Myelination Relies on Mechanical Stimuli Like That Used for Bone Repair, Study Finds

Researchers at the University of Buffalo’s Hunter James Kelly Research Institute (HJKRI) discovered that the cells that form myelin in the nervous system respond to mechanical stimulation by activating molecules from a specific pathway, which are transferred to the nucleus, triggering myelination.

The findings, which may be key to developing new therapies for myelin diseases such as multiple sclerosis (MS), were published in the journal Nature Neuroscience, in the study “YAP and TAZ control peripheral myelination and the expression of laminin receptors in Schwann cells.”

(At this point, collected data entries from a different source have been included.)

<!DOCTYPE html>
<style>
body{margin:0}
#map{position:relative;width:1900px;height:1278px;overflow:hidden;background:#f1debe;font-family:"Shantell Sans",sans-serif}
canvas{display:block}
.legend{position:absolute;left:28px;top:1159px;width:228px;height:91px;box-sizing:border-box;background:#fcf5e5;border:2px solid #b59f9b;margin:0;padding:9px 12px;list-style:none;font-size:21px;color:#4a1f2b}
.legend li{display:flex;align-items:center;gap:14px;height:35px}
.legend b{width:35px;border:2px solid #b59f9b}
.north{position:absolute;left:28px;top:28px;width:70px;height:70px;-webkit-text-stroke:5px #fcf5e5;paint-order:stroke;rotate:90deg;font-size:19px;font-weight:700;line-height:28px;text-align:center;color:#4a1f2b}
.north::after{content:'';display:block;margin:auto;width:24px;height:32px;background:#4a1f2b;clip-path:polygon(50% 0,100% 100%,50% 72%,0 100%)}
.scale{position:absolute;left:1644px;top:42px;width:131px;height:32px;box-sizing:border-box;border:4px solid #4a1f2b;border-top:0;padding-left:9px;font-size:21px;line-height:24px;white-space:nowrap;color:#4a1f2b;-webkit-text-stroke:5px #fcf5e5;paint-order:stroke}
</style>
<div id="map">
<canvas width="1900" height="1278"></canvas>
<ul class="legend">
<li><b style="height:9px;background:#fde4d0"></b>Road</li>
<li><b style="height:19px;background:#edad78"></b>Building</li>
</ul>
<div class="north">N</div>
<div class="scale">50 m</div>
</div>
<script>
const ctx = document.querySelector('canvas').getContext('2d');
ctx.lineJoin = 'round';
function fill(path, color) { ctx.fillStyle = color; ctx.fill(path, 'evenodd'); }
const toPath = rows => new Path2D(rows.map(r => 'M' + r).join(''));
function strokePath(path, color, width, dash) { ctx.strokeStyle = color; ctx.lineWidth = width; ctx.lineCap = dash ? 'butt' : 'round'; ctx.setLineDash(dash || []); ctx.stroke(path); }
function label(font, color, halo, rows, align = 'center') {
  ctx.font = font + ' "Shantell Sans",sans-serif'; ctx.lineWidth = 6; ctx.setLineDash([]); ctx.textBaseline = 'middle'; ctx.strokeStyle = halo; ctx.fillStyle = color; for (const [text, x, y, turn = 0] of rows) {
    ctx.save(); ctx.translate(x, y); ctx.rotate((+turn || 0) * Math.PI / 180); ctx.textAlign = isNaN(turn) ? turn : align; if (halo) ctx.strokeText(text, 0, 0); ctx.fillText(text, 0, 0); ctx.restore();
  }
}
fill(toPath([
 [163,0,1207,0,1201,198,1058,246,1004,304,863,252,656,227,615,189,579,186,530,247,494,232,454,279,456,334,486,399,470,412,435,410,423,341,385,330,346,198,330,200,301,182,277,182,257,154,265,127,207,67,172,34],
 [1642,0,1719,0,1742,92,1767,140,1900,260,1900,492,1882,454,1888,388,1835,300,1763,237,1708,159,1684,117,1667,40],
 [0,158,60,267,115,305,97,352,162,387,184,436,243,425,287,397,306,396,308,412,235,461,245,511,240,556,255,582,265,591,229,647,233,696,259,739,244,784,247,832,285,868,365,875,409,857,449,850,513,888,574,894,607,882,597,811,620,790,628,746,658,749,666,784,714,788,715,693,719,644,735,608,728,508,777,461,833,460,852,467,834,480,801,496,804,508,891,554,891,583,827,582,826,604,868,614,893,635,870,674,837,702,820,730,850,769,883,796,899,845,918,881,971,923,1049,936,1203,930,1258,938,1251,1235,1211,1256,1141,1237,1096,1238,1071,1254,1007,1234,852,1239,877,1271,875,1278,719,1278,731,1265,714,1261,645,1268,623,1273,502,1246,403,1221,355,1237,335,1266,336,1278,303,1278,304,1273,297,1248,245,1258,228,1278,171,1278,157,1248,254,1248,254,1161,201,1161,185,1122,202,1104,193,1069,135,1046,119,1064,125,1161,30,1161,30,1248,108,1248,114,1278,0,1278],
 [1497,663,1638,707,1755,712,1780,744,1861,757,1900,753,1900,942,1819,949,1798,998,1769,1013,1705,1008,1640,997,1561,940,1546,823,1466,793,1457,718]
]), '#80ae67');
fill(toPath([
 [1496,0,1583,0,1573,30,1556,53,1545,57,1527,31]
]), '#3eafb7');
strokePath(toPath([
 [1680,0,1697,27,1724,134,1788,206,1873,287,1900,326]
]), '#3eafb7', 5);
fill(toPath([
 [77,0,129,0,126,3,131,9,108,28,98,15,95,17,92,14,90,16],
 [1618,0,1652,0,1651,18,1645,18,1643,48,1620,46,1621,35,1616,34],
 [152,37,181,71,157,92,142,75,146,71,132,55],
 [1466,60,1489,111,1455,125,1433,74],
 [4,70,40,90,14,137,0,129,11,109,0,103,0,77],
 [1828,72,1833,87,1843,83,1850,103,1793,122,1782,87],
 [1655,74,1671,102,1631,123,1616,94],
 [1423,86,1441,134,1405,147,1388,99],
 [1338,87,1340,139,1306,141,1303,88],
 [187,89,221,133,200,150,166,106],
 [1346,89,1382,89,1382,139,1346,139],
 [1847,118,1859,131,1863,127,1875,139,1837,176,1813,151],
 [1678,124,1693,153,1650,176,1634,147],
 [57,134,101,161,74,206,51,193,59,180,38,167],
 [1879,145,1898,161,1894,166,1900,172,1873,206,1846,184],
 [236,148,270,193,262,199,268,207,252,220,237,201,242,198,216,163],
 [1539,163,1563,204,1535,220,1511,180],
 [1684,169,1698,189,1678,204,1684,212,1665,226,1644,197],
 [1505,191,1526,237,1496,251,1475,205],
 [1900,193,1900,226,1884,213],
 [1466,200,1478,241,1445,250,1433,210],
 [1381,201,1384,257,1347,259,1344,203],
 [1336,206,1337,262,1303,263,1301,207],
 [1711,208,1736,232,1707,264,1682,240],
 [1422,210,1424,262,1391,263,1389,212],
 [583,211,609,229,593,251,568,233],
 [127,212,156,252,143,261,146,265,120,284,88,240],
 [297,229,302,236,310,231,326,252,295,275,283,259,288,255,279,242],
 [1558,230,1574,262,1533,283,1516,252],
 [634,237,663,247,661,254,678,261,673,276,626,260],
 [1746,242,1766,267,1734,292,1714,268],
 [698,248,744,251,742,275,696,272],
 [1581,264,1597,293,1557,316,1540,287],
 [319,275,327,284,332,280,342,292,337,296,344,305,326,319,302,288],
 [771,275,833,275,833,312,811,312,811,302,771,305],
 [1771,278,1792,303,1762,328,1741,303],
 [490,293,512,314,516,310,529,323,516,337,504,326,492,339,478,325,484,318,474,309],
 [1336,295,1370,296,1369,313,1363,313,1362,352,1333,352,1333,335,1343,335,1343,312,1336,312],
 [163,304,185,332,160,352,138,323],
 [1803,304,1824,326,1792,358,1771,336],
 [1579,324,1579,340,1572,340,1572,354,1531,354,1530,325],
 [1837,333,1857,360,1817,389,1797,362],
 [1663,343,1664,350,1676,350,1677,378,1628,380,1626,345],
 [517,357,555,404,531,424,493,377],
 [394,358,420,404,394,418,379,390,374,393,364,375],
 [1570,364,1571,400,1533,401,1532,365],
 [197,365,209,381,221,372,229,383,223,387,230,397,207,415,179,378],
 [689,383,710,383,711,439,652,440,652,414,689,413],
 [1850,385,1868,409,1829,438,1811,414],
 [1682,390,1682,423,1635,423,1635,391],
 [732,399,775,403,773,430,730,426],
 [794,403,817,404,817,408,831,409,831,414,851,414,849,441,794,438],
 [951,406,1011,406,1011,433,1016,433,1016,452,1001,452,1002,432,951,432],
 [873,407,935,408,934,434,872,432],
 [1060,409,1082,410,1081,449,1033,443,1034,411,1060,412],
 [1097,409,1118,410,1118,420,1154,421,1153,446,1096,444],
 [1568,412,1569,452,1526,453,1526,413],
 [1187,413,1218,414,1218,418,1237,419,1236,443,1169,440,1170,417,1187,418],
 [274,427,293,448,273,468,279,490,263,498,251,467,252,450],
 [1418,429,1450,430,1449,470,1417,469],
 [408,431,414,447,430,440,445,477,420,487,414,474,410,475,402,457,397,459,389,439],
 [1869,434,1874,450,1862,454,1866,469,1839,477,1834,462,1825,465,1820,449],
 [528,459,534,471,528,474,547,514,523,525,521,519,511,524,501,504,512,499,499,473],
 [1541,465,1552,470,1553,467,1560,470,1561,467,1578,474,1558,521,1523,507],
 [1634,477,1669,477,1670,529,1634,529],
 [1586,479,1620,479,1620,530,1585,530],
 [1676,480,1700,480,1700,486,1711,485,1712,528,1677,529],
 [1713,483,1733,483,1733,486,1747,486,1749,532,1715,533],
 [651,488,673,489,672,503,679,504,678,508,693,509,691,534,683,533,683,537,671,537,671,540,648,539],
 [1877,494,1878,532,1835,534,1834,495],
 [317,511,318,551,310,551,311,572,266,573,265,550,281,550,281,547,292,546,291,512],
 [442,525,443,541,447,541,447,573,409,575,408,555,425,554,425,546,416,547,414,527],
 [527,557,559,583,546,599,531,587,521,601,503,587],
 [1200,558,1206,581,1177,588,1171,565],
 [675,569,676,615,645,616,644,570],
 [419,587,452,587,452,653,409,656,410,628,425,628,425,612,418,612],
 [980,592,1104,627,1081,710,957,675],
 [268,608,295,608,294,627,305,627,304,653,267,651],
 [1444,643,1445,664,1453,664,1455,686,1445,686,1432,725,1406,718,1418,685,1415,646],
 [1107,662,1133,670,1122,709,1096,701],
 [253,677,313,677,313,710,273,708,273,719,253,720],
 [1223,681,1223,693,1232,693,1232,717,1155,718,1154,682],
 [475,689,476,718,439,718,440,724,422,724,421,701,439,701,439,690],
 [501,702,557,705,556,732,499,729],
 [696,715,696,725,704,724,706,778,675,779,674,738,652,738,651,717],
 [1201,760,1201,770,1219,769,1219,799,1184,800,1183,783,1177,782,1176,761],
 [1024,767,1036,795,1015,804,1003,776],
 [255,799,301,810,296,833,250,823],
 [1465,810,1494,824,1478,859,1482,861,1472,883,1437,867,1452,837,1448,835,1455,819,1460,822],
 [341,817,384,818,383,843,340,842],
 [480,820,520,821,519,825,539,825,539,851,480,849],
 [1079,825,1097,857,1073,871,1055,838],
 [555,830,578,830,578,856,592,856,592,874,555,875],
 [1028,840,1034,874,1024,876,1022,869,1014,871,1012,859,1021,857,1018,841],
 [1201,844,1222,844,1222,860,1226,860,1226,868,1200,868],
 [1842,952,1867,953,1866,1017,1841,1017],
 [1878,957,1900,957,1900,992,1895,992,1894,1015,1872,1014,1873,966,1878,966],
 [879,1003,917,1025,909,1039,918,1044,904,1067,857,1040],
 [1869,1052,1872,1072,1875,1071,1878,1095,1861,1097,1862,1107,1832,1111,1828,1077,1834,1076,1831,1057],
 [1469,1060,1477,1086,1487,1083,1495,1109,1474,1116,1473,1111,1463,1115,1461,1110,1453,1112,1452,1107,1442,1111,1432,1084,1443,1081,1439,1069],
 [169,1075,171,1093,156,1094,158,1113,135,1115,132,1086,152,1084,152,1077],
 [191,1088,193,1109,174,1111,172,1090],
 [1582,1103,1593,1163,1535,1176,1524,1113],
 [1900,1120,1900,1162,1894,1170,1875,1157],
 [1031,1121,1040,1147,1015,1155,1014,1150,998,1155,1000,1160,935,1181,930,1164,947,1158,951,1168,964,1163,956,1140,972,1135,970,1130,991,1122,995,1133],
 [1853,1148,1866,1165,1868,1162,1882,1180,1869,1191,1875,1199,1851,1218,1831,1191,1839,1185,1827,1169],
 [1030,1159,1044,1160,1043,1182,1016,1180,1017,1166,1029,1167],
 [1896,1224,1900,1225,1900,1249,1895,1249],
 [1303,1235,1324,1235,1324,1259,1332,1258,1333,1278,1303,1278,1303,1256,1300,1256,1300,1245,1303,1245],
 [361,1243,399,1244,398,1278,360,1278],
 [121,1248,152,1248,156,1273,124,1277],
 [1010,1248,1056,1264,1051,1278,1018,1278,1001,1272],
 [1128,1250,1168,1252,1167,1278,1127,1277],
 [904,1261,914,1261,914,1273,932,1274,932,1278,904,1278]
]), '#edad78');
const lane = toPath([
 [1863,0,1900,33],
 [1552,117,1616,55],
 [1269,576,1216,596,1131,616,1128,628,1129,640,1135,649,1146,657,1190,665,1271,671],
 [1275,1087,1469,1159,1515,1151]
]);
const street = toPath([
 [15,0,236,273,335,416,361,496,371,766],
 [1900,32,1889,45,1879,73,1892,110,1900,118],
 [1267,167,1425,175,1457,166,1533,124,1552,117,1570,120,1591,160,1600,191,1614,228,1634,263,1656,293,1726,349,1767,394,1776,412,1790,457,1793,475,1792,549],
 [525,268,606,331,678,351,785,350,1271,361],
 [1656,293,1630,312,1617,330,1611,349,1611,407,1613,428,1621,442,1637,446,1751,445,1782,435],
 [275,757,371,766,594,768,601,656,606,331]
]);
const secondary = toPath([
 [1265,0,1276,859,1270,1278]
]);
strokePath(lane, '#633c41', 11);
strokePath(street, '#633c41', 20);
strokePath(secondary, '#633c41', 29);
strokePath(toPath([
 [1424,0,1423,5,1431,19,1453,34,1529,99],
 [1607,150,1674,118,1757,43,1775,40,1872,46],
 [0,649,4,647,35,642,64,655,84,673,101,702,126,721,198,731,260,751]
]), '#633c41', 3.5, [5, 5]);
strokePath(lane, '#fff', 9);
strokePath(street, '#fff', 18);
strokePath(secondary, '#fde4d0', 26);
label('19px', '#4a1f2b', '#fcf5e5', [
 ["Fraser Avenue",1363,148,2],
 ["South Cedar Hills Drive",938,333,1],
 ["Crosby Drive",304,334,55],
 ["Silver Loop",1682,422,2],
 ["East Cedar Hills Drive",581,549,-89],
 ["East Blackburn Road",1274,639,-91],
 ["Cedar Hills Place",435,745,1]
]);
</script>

“There were hints in previous studies that mechanical properties of tissues could influence the behavior of myelin-forming cells,” M. Laura Feltri, MD, the study’s senior author, a professor of biochemistry and neurology in the Jacobs School of Medicine and Biomedical Sciences at Buffalo and a researcher at HJKRI, said in a press release. “Our work proves for the first time, in vivo, that this is indeed the case. We have demonstrated that mechanical information is necessary for myelination to occur.”

Mechanical signaling is already accepted as a major factor in the injury and repair of muscles and bones. Putting weight on a broken bone is known to generate a mechanical force that improves the formation of new bone cells. “Now we know that a similar phenomenon is occurring with myelin cells,” she said.

The study also found that Yap and Taz, two proteins of the Hippo pathway known to be crucial for mechanical signal transduction by moving into the nucleus and regulating gene expression upon a mechanical stimuli, were involved in myelin formation. When mice were genetically engineered to lack these proteins, they showed symptoms of severe peripheral neuropathy, including atrophy, weakness, and tremor.

Such findings may pave the way for the development of new therapies for myelin-related disorders.

“Most medical treatments are based on altering chemical signals,” Dr. Feltri said. “This work says there is another level of control in myelin diseases that we can learn from and possibly exploit in the future. Potentially, in the future, we will be able to exploit a tissue’s mechanical properties, including the density, tension or elasticity of some part of the brain or peripheral nerves.”